**What to work on:** Copy out each line containing "nodes" from the entries below.

——————————

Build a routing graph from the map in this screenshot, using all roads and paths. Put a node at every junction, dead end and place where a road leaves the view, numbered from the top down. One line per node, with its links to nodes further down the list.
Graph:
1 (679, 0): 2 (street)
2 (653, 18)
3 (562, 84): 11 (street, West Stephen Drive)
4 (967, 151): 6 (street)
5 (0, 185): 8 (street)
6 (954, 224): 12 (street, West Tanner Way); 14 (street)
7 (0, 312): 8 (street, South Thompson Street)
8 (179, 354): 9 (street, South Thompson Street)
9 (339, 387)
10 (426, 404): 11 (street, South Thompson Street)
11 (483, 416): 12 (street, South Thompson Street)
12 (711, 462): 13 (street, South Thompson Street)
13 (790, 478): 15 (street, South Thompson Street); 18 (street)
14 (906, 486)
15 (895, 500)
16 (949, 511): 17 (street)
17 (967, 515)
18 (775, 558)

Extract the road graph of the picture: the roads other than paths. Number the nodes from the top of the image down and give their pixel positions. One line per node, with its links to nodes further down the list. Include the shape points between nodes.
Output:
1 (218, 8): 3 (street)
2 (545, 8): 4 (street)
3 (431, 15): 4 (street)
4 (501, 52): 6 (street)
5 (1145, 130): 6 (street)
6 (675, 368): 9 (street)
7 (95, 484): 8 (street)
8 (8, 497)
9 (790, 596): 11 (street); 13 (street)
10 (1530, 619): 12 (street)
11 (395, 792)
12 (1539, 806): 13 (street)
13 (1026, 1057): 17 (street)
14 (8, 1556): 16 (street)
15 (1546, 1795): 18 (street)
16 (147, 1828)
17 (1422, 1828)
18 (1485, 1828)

——————————

**Written reply:**
Build a routing graph from the map in this screenshot, using all roads and paths. Put a node at every junction, dead end and place where a road leaves the view, numbered from the top down. One line per node, with its links to nodes further down the list.
Extract the road graph of the picture: the roads other than paths. Number the nodes from the top of the image down and give their pixel positions. One line per node, with its links to nodes further down the list. Include the shape points between nodes.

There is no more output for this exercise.